November 30, 2011
"Racial Critiques of Mass Incarceration: Beyond the New Jim Crow"
The title of this post is the title of this new piece now available via SSRN from Professor James Forman Jr. Here is the abstract:
In the five decades since black Americans won their civil rights, hundreds of thousands have lost their liberty. Blacks now make up a larger portion of the prison population than they did at the time of Brown v. Board of Education, and their lifetime risk of incarceration has doubled. Mass incarceration’s racial dimensions have led an emerging group of scholars to call the American criminal justice system a new form of Jim Crow. This Article examines the New Jim Crow analogy.

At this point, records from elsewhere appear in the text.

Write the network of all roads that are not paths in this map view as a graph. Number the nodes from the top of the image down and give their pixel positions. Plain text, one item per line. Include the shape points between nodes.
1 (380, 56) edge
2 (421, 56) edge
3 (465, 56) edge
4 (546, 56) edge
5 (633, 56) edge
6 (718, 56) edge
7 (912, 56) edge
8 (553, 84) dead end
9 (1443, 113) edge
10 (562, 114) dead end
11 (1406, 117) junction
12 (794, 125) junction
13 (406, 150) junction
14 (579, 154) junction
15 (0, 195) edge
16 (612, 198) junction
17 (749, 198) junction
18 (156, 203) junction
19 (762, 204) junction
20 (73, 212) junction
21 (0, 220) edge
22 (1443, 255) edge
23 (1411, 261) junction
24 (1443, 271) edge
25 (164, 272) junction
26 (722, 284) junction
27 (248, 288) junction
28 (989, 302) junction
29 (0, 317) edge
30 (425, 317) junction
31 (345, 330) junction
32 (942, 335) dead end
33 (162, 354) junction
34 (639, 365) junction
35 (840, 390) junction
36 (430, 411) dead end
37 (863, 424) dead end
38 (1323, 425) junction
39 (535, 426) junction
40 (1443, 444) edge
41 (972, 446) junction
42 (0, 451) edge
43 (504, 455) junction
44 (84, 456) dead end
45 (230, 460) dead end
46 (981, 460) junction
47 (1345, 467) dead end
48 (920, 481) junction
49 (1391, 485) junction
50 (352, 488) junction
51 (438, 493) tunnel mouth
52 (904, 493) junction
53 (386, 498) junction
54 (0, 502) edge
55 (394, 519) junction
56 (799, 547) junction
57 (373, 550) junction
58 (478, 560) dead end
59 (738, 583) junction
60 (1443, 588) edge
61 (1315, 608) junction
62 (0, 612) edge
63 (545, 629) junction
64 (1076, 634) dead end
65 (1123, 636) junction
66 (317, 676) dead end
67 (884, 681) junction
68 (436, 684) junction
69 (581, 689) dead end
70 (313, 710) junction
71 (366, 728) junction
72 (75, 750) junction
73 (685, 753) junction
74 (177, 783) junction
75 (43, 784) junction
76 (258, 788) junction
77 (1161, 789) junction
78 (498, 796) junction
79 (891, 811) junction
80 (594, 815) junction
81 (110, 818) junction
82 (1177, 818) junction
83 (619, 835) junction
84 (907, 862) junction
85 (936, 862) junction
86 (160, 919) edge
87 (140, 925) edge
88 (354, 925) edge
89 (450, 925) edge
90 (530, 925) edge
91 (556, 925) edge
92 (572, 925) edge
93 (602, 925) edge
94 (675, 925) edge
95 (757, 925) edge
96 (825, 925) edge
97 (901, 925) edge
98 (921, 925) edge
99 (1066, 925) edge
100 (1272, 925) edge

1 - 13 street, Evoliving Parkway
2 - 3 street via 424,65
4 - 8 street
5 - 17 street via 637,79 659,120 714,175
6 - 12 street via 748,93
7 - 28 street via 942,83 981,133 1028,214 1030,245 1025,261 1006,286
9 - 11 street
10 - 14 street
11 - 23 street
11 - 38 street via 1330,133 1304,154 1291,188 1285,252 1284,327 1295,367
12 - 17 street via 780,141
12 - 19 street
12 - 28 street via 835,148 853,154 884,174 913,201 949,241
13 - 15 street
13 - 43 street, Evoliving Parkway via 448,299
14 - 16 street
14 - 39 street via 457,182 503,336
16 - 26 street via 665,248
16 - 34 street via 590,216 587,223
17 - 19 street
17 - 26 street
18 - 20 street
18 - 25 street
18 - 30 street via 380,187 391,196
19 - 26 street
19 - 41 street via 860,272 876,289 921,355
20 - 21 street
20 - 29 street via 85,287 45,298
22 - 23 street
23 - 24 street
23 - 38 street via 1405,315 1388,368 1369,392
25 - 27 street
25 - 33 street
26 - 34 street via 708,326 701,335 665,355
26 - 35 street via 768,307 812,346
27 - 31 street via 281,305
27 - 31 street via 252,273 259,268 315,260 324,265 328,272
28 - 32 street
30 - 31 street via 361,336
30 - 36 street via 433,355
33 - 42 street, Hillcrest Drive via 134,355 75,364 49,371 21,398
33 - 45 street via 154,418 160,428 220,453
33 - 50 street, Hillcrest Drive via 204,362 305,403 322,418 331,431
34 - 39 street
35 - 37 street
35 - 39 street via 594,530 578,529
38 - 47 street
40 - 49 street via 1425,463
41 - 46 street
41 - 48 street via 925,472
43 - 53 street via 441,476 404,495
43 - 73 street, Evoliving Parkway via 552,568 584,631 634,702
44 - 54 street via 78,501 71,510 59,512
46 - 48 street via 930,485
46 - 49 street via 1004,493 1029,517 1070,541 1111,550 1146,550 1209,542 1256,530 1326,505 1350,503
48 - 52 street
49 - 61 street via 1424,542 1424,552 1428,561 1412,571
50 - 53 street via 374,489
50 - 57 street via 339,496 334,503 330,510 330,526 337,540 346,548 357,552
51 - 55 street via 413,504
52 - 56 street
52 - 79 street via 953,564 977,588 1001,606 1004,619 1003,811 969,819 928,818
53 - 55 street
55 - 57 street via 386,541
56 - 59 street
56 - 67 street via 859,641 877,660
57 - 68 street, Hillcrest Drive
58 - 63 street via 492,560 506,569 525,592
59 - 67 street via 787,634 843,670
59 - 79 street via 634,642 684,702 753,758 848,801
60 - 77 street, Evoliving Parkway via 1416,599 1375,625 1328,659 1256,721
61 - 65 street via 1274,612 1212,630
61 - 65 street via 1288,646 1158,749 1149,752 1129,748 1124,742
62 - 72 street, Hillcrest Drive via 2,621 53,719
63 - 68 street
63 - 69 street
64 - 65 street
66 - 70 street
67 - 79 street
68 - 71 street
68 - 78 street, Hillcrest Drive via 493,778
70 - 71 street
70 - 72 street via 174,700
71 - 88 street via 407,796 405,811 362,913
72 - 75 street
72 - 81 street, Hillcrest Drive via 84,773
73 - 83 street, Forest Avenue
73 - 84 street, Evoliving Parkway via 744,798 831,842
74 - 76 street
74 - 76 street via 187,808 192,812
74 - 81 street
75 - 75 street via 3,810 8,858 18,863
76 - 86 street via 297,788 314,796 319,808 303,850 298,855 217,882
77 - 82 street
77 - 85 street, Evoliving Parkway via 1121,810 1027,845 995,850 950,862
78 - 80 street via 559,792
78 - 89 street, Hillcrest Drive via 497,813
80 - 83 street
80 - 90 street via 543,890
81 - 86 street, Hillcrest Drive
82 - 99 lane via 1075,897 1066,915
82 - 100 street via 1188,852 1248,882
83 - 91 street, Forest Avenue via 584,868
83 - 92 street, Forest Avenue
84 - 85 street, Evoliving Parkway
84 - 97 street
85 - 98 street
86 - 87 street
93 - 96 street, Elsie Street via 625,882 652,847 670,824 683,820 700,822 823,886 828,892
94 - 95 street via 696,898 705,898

I begin by pointing out that the analogy is extraordinarily compelling in some respects — for example, the analogy effectively draws attention to the injustices created by a facially race-neutral system that severely ostracizes offenders and stigmatizes young, poor black men as criminals.
But despite its contributions, the Jim Crow analogy ultimately leads to a distorted view of mass incarceration. First, the Jim Crow analogy oversimplifies the origins of mass incarceration by highlighting the role of politicians seeking to exploit racial fears while minimizing other historical factors. Second, the analogy has too little to say about black attitudes towards crime and punishment, masking the nature and extent of black support for punitive crime policy. Third, the analogy’s exclusive focus on the War on Drugs diverts our attention from violent crime — a troubling oversight given the toll that violence takes on low-income black communities and the fact that violent offenders make up a plurality of the prison population. Fourth, the Jim Crow analogy obscures the fact that mass incarceration’s impact has been almost exclusively concentrated among the most disadvantaged African-Americans. Fifth, the analogy draws our attention away from the harms that mass incarceration inflicts on other racial groups, including whites and Hispanics. Finally, the analogy diminishes our understanding of the particular harms associated with the old Jim Crow.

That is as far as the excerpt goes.